Allereerst de vraag: wat zijn ‘incourante aandelen’? Dit zijn niet zozeer aandelen die niet verhandelbaar zijn (zoals geblokkeerde aandelen), maar vooral aandelen waarvan geen externe prijs bekend is, bijvoorbeeld omdat er nog nooit of niet recentelijk (genoeg) een onafhankelijke aandelentransactie heeft plaatsgevonden, waardoor dus niet onomstotelijk bekend is ‘wat de markt ervoor geeft’ (gecorrigeerd voor ‘de gek’).
Incourante aandelen gaan echter geregeld van de hand tussen niet-onafhankelijke partijen. Denk bijvoorbeeld aan een opvolgingstraject bij een off-marketbedrijf (box 2 & SW), een personeelsaandelenronde (loonbelasting en inkomstenbelasting), of een management buy-in. De relevantie van de aandelenwaarde is dan bijvoorbeeld een box 2-afrekening en/of schenkingsgebeurtenis, de brutering van enige al dan niet impliciete inkoopkorting als loon in natura, of een aan te geven waarde voor de box 3-heffing.
De te pinpointen waarde wordt geduid als de waarde in het economische verkeer (WEV) en deze term komt in meerdere wetten terug: ‘notably’ vijfenvijftig keer in de Wet IB 2001, negen keer in de Wet LB en vier keer in de SW. Hoe hoger die WEV, hoe kostbaarder de fiscale gevolgtrekkingen.
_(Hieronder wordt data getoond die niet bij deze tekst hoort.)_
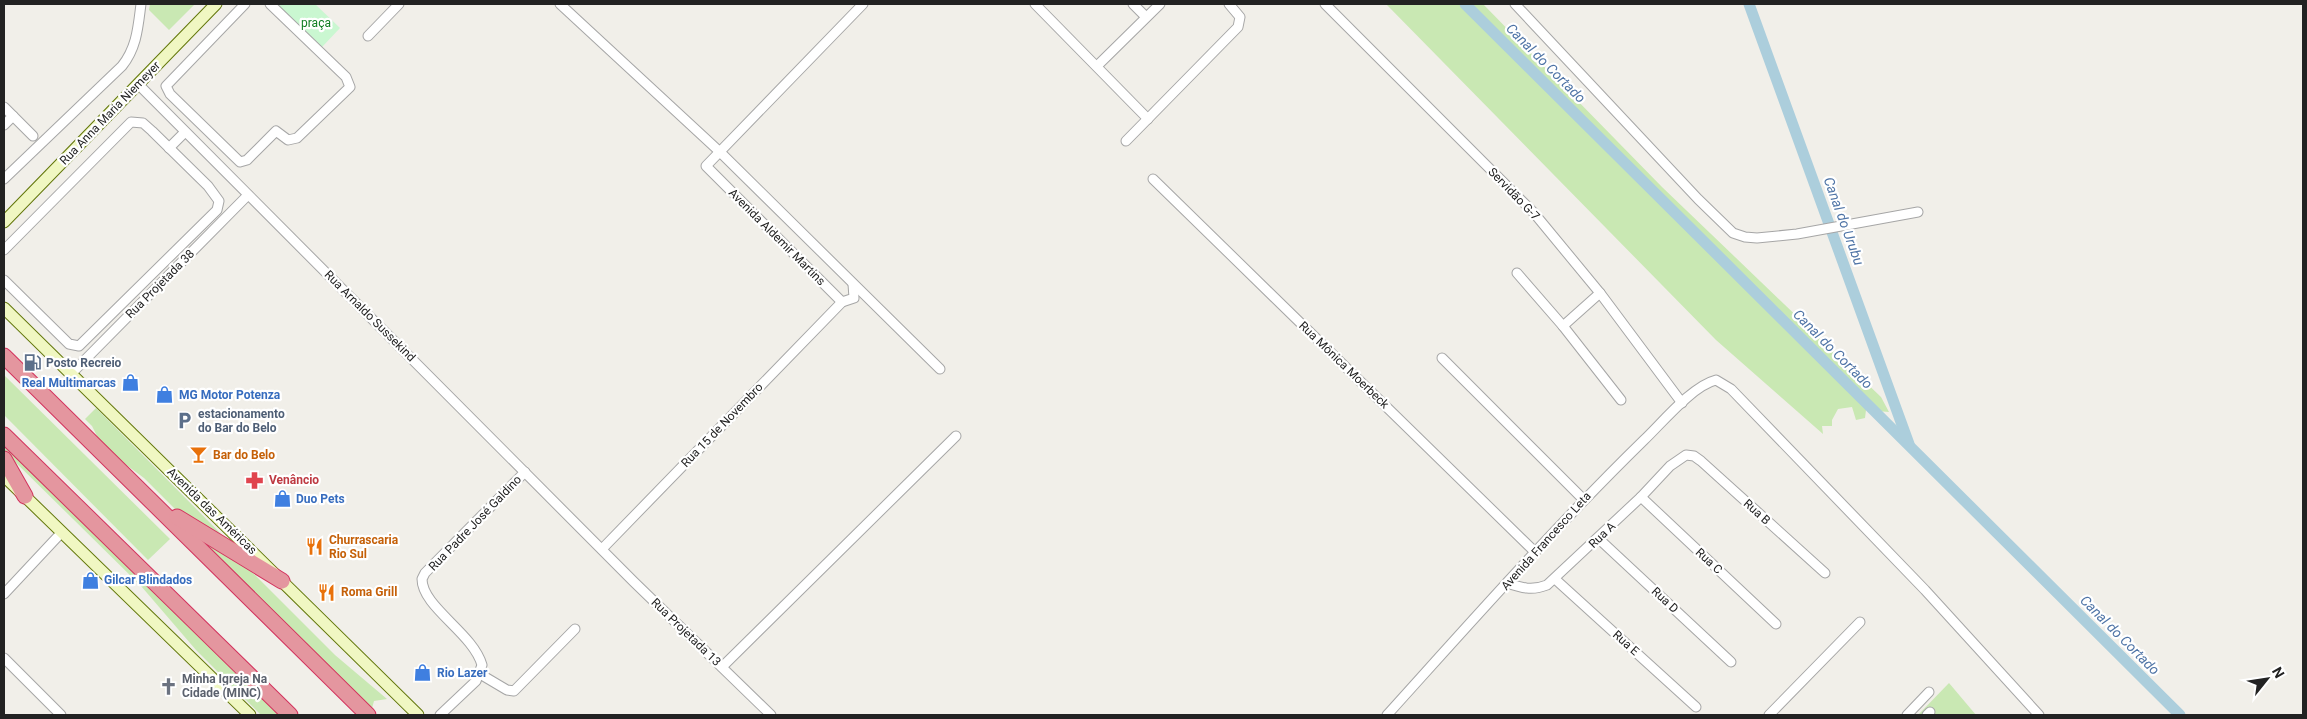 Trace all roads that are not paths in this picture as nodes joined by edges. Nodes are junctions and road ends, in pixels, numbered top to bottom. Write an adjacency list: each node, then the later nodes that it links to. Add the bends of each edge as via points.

Instinctief of wensdenkelijk menen de bij zo’n transactie betrokken belastingplichtigen (voor zover er geen tegengestelde belangen spelen) dan ook vaak dat de historische performance of het opgeofferde bedrag voor het incourante aandeel de logische WEV is, mede omdat dit de afwezigheid van goodwill impliceert. Dus: ‘that what has been put into or taken out of the company’.
De Belastingdienst is het daarmee terecht oneens. Uit ge-Woo’d beleid1 blijkt dat de Belastingdienst economische (prospectieve) waarderingsmethoden en niet boekhoudkundige (retrospectieve) waarderingsmethoden dé weg vindt naar een accurate vaststelling van de WEV zoals de Belastingdienst die parafraseert, namelijk ‘het geschatte bedrag waartegen een object tussen een bereidwillige koper en een bereidwillige verkoper na behoorlijke marketing in een zakelijke transactie zou worden overgedragen op de taxatiedatum, waarbij de partijen met kennis van zaken, prudent en niet onder dwang zouden hebben gehandeld’.2
Terecht, meen ik, want een prudente koper zou zich er voornamelijk voor interesseren welk economisch rendement hij ná transactiedatum uit de aandelen kan verwachten, en toch in veel mindere mate welk rendement de verkoper reeds heeft genoten. Met andere woorden: wanneer ik een aandeel GameStop zou willen kopen, boeit het mij beduidend minder welke dividenden de verkoper reeds ontving, en veel meer welke dividenden ik na overname nog verwacht.